I'm quite sure this has been asked before but I can't for the life of me find anything.

A client of mine has a number of pages that we closed to the public today. Because image URLs associated with those pages are still valid (the pages must continue to be visible internally for maintenance), the page is obviously still fully visible from the Google cache, which understandably annoys my client.

I would like to fix this using a mod_rewrite directive, 403'ing or 404'ing any requests to that image directory that do not have a REFERER that starts with that site's domain (i.e. are hotlinked to by the pages in the cache).
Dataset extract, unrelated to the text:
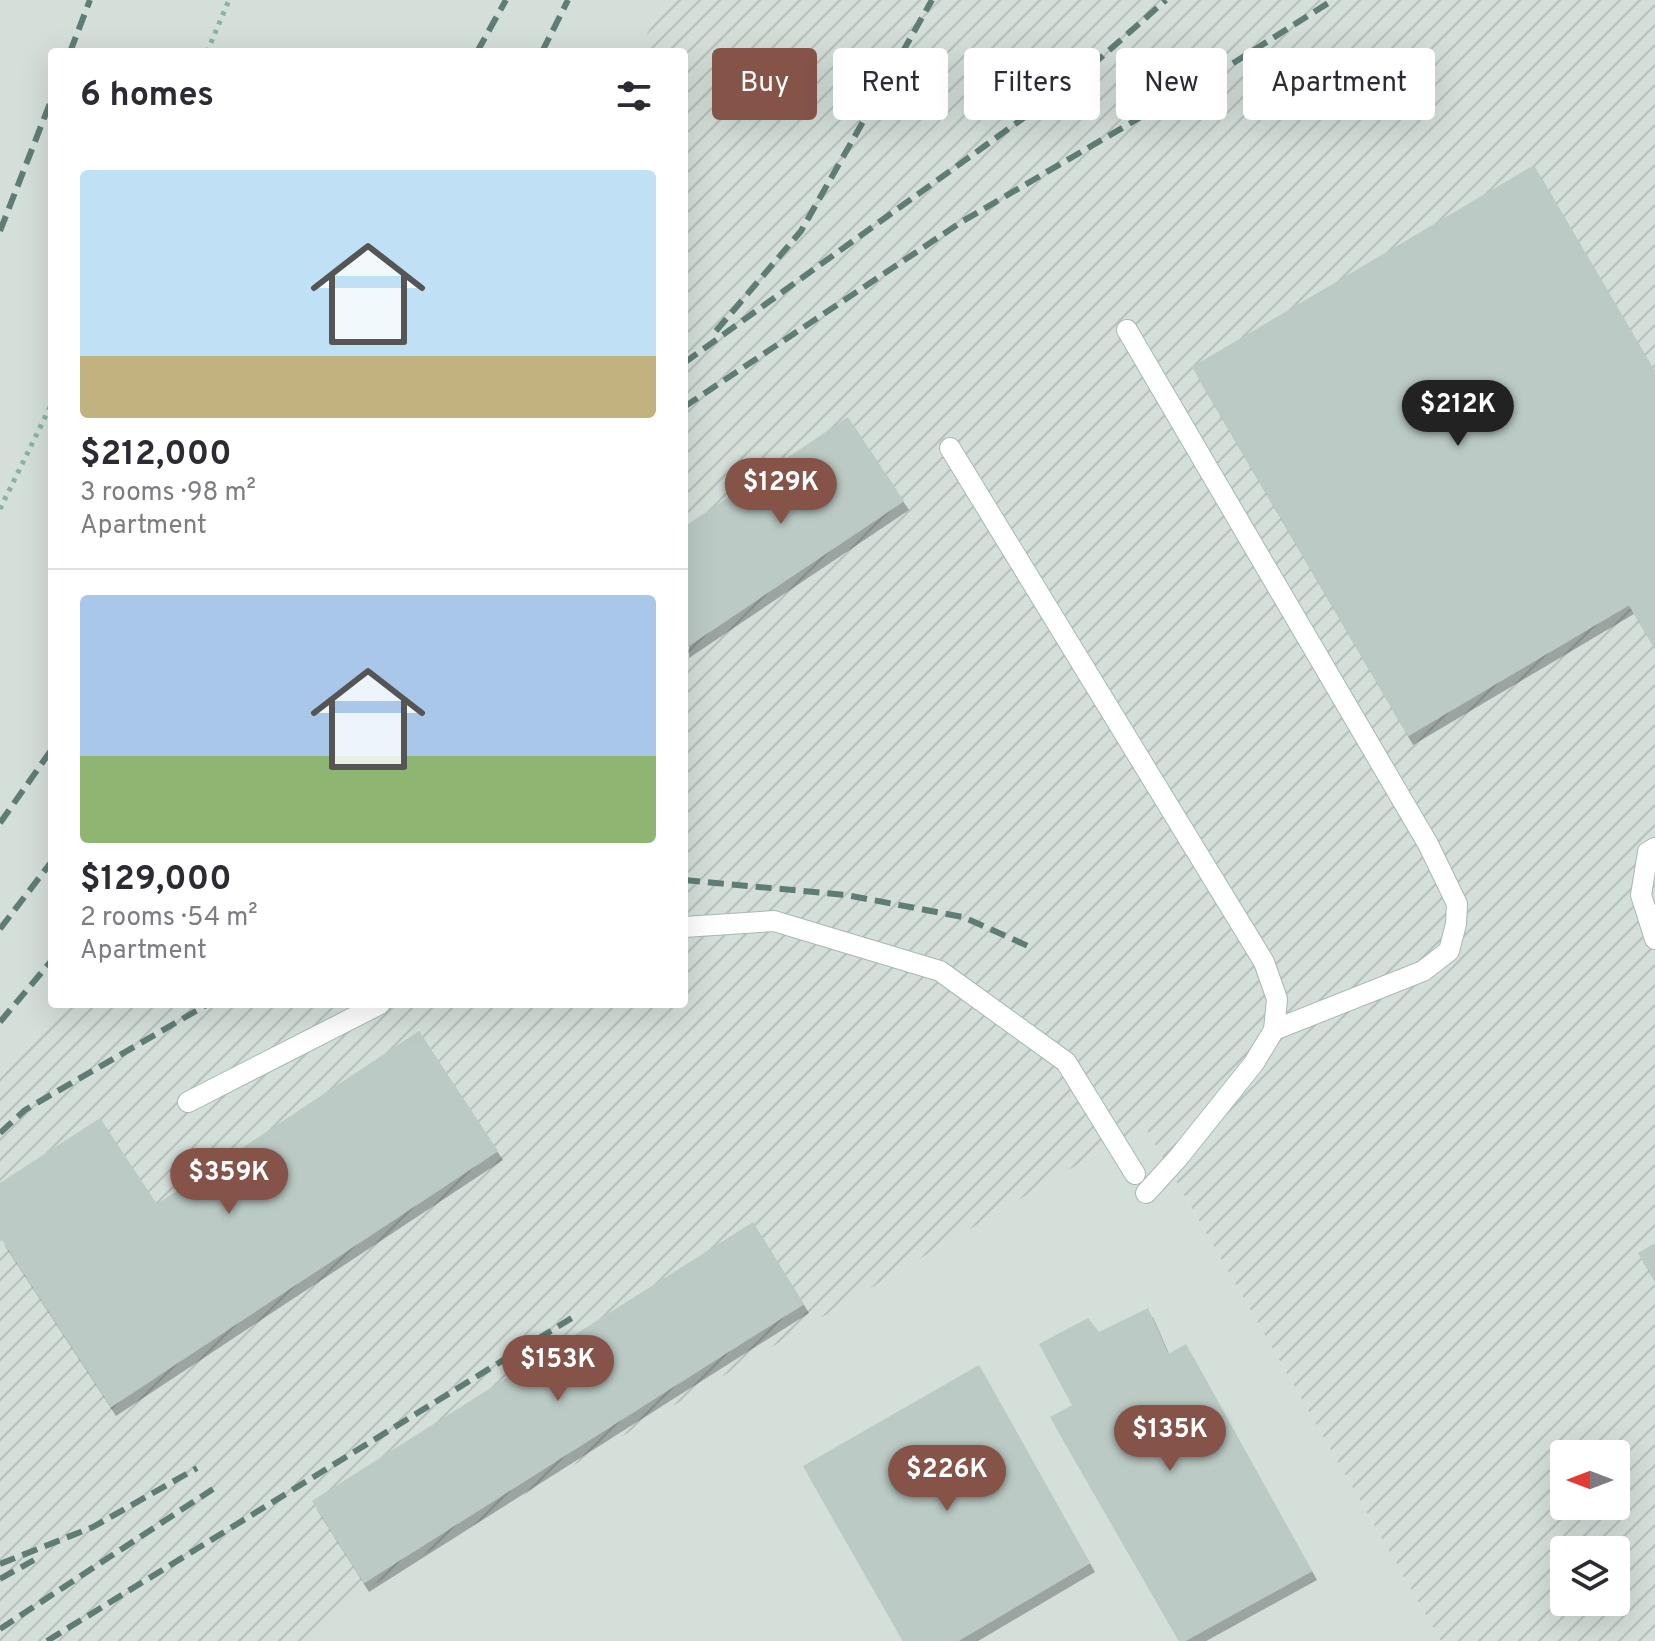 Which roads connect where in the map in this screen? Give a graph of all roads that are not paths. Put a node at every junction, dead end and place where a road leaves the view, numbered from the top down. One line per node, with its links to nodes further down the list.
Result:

Update: This works for me!

RewriteCond %{REQUEST_URI} ^/imagedir
RewriteCond %{HTTP_REFERER} !^http://(www\.)?domain\.com [NC]
RewriteRule .*  - [F,L]
A: 

Hi,

The HTTP_REFERER header is often filtered out by security software and proxies because it's seen as a privacy issue. Before proceeding, examine logs and look at the percentage of requests which has the HTTP_REFERER set and do an impact analysis before proceeding.

You can change google's behaviour using robots.txt and also utilize cache-control. It probably take some time before it's out of the index. Use this next time you have a 'campaign' that way the issue you're facing wont't happen again :-)

http://www.robotstxt.org/


The answer is on stackoverflow's sister site:

http://serverfault.com/questions/71020/modrewrite-how-do-i-check-the-httpreferers-querystring

tovare
Cheers @tovare, yes, both robots.txt and cache-control are already in place for next time :) In this very special case, it's o.k. to go ahead and filter by HTTP_REFERER, because the site is closed and the limited number of people allowed to access the pages does not use security software.
Pekka
Ok ... then go ahead :) Cheers
tovare
Thanks for the SF link! Would +1 but i'm out of votes for today.
Pekka
Best answer is the better kudos :) Thanks.